Romero also spoke about what he feels is important in general for a shooter to be fun and successful. Responsive controls are critical in his opinion, and players need to feel truly in control of their character so that they can be properly immersed. The first thing any player notices is the fluidity of movement and the snappiness of aiming, and that's why games like Titanfall with freeform parkour movement were so well-received among players.

"First of all, your controls need to feel really good. You have to have super responsive control, but you also need to give the player something new all the time. Every time you get to a new level, you should have not just one thing new, but a lot of things that are new so that you feel like you're on a real adventure and it's not like, 'Oh, it's those five monsters in a different level.' It's got to be an evolution and the narration should follow the movement through these levels, like you want to feel like the story is evolving and you're an important part of it."

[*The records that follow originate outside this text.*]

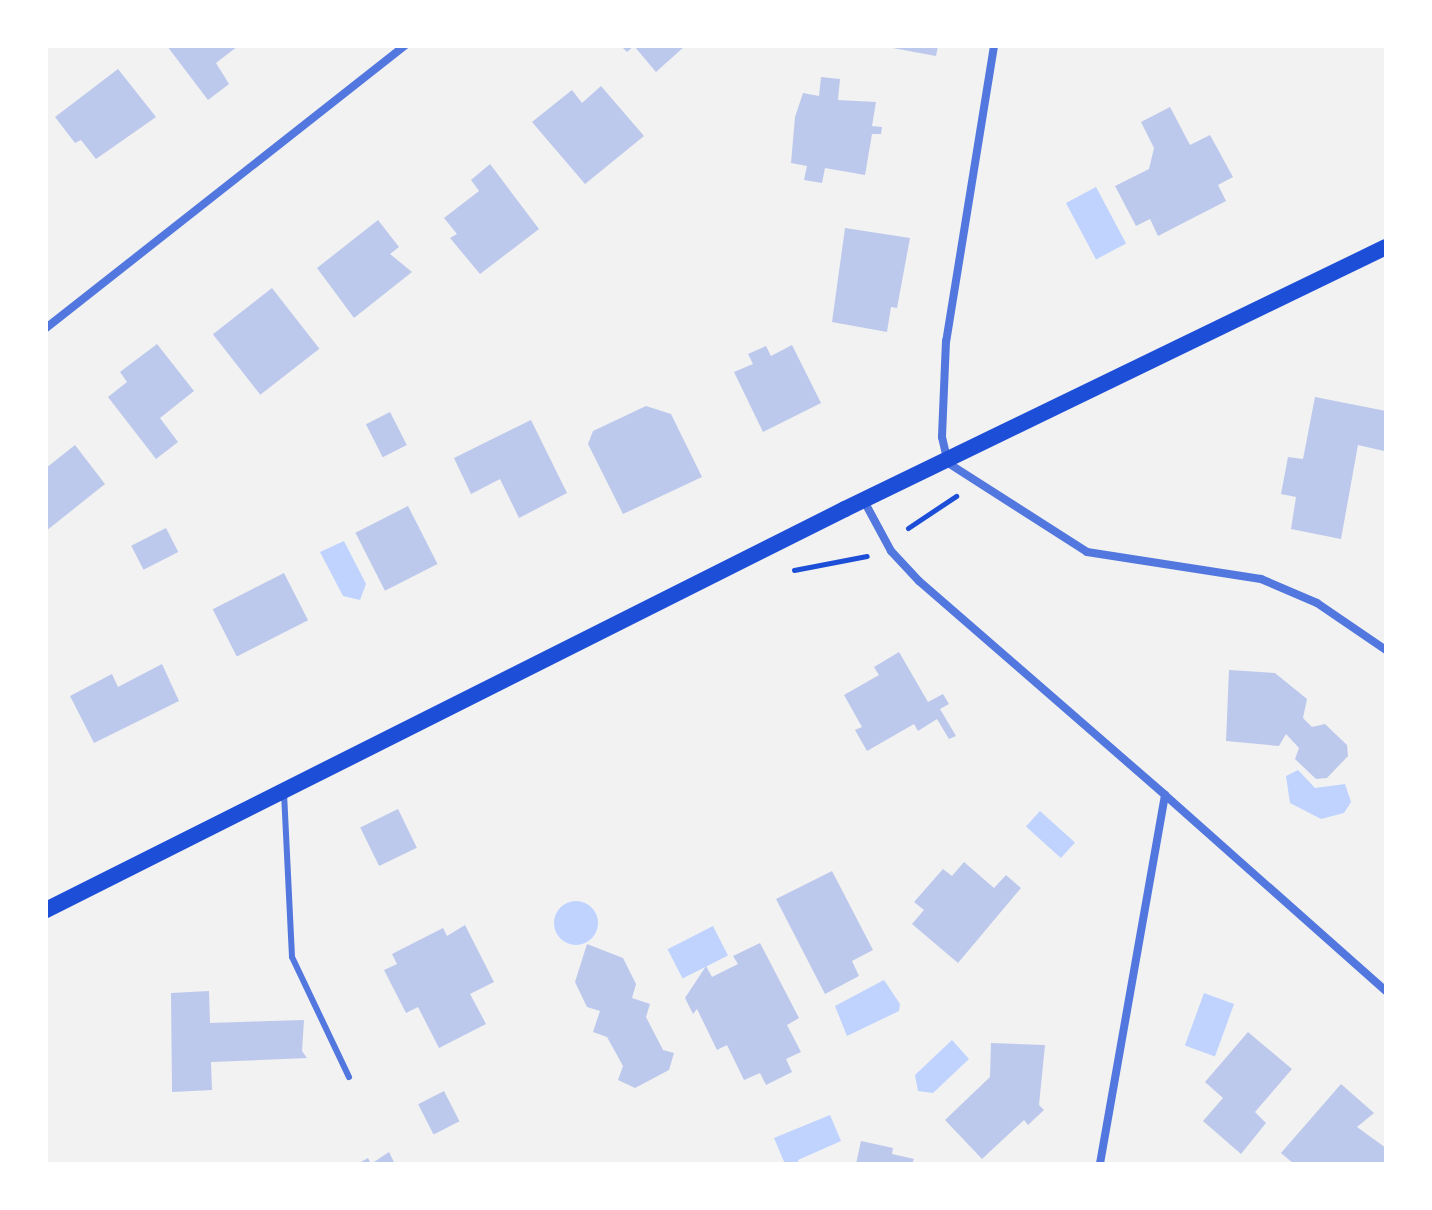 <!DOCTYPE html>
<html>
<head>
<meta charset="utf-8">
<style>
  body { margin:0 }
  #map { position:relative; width:1432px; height:1210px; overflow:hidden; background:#f2f2f2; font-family:"Zilla Slab",serif }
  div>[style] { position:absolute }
  .water>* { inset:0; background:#bfd3fe; transform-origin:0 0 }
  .round { border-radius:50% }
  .building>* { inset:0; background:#bdc9ec; transform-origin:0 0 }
  .path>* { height:5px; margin:-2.5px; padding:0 2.5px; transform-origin:2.5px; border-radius:2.5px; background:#1d4ed8 }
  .service>* { height:6px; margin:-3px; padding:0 3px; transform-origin:3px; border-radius:3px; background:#5277de }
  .minor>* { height:8px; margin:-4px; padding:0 4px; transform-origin:4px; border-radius:4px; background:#5277de }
  .secondary>* { height:16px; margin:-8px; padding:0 8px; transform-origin:8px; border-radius:8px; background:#1d4ed8 }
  span { translate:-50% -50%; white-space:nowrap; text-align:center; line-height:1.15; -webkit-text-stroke:7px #fff; paint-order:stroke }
  .frame { position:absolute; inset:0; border:48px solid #fff; pointer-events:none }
</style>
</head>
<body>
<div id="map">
  <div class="water">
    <i style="left:1096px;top:187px;width:64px;height:34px;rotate:62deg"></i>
    <i style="clip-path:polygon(344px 541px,366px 584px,360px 600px,343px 596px,320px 552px)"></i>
    <i style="clip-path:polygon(1298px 770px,1315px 788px,1345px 784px,1351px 802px,1344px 813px,1321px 819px,1290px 803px,1286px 776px)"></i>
    <i style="left:1040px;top:811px;width:47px;height:21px;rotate:42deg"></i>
    <i class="round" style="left:554px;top:901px;width:44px;height:44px"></i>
    <i style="left:713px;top:926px;width:33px;height:51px;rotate:63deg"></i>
    <i style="clip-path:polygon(884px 980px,900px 1004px,899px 1011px,847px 1036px,835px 1006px)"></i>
    <i style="left:1204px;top:993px;width:32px;height:56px;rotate:20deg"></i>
    <i style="clip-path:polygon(952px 1040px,969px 1059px,933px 1093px,918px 1091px,915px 1075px)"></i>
    <i style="clip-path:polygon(830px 1115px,841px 1141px,798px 1160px,799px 1164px,785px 1164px,774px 1138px)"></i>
  </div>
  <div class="building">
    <i style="clip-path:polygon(167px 46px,238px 46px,216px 63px,229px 84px,208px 100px)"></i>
    <i style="clip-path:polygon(621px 46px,685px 46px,656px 72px,634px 46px,627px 52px)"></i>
    <i style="clip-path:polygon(882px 46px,938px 46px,936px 56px)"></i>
    <i style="clip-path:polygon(118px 69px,156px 117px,96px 159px,81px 140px,75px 143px,55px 117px)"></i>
    <i style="clip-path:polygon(821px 77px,840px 79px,838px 100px,876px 102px,872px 126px,882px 127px,881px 134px,872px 134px,865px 175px,825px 168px,822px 183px,804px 180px,807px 166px,791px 163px,795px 117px,803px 93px,819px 96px)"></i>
    <i style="clip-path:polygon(601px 86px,644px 136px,585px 184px,532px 122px,572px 90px,582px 103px)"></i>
    <i style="clip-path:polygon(1170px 107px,1190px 145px,1210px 135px,1233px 177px,1218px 185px,1226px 201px,1158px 236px,1150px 219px,1136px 226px,1115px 186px,1149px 169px,1154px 148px,1141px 122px)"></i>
    <i style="clip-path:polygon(490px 164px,539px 229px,480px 274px,450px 238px,457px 234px,444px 218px,479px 191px,471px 180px)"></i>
    <i style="clip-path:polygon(378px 220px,399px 247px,390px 254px,412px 272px,354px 318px,317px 268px)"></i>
    <i style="clip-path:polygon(845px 228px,910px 238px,897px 308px,891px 307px,887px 332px,832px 322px)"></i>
    <i style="left:272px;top:288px;width:77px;height:75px;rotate:52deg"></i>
    <i style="clip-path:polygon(157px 344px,194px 391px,160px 418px,178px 442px,156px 459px,108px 397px,127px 382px,120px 372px)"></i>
    <i style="clip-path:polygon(792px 345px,821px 403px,763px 432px,734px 372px,753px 364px,748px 354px,766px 346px,771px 356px)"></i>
    <i style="clip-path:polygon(1315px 397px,1386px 411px,1384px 451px,1358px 445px,1341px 539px,1291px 529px,1296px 497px,1281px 494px,1288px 457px,1303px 459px)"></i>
    <i style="clip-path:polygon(646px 406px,671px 414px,702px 477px,623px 514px,588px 444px,593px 431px)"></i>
    <i style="left:390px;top:412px;width:37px;height:27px;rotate:63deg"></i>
    <i style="clip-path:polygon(531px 420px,567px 493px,519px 518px,500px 479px,471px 494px,454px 458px)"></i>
    <i style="clip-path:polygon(75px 445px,105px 484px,46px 531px,46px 468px)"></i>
    <i style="left:408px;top:506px;width:65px;height:59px;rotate:63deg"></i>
    <i style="left:166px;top:528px;width:27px;height:39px;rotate:63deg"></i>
    <i style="left:284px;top:573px;width:53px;height:80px;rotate:63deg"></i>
    <i style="clip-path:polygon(899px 652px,928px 702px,943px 694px,949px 704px,940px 709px,956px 736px,949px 739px,937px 719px,918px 731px,914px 724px,867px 751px,855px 730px,862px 727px,844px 695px,879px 675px,874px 667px)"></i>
    <i style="clip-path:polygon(162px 664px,179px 701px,94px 743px,70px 696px,112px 674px,118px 687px)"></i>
    <i style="clip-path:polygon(1229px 670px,1275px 673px,1307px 699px,1303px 718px,1312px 727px,1325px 724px,1347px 745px,1348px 756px,1327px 778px,1316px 779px,1295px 759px,1299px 748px,1286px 734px,1279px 746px,1226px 741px)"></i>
    <i style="left:398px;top:809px;width:43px;height:42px;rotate:64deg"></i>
    <i style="clip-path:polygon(964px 862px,994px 888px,1006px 875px,1021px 888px,958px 963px,912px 924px,924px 910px,914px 902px,943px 869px,952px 876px)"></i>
    <i style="clip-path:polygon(832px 871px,873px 950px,852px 961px,859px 976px,825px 994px,776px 899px)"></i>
    <i style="clip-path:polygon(465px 925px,494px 982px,470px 994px,486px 1024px,439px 1048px,418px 1007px,406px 1013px,384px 970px,397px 964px,392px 954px,443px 928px,447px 936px)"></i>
    <i style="clip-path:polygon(760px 943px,799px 1018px,787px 1025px,801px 1052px,786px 1059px,792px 1072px,766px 1085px,760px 1073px,744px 1080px,727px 1045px,717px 1050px,697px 1009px,693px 1014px,685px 998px,706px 966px,712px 977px,738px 964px,733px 956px)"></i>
    <i style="clip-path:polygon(587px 944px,623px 958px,636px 984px,632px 998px,650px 1004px,646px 1017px,663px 1050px,674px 1053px,669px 1070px,635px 1088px,618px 1080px,623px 1066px,607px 1037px,593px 1032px,600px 1011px,587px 1007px,575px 982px)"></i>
    <i style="clip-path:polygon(209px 991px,210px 1023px,304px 1020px,302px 1051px,307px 1058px,211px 1062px,212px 1090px,172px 1092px,171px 993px)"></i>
    <i style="clip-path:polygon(1248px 1032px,1292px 1069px,1255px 1112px,1266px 1123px,1241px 1154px,1203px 1121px,1223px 1098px,1205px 1082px)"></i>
    <i style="clip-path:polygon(991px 1043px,1045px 1045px,1039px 1105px,1044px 1110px,1028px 1125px,1024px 1120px,982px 1159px,945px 1120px,990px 1077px)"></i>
    <i style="clip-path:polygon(1341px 1084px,1374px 1113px,1357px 1127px,1386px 1148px,1386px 1164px,1294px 1164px,1281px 1153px)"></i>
    <i style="left:444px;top:1091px;width:34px;height:29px;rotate:63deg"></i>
    <i style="clip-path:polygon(861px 1141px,893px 1148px,892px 1154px,914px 1159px,912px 1164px,856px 1164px)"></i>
    <i style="clip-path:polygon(389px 1152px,395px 1164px,357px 1164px,368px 1158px,371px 1164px)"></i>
  </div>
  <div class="path">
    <i style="left:908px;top:528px;width:58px;rotate:-33.7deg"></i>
    <i style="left:794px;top:570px;width:74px;rotate:-10.9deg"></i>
  </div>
  <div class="service">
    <i style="left:284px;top:793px;width:164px;rotate:87.2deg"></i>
    <i style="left:292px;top:957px;width:133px;rotate:64.6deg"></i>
  </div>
  <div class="minor">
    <i style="left:994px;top:46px;width:299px;rotate:99.2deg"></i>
    <i style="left:946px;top:341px;width:96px;rotate:92.4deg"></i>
    <i style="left:942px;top:437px;width:27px;rotate:77deg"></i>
    <i style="left:948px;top:463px;width:165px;rotate:32.6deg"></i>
    <i style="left:1087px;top:552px;width:176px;rotate:8.8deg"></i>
    <i style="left:1261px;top:579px;width:61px;rotate:23.2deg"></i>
    <i style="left:1317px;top:603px;width:83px;rotate:34.3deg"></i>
    <i style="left:46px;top:328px;width:457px;rotate:-38.2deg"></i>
    <i style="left:864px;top:501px;width:57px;rotate:61.6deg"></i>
    <i style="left:891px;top:551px;width:41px;rotate:47deg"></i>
    <i style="left:919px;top:581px;width:326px;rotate:41deg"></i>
    <i style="left:1165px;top:795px;width:375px;rotate:100deg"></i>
    <i style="left:1165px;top:795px;width:295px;rotate:41.6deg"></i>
  </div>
  <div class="secondary">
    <i style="left:46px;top:910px;width:894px;rotate:-26.65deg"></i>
    <i style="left:845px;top:509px;width:601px;rotate:-25.84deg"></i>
  </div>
  <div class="frame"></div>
</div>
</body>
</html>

He also felt that it's important for new experiences to be offered to the player frequently. Games like Halo are perfect examples of this: some missions are corridor shooters in spaceship interiors, others are vehicular onslaughts with tanks, and later on, the Flood is introduced and demands a completely different approach to combat. The evolving narrative drives both the story and the gameplay forward into unexpected places and Romero believes that's the key to a truly great shooter.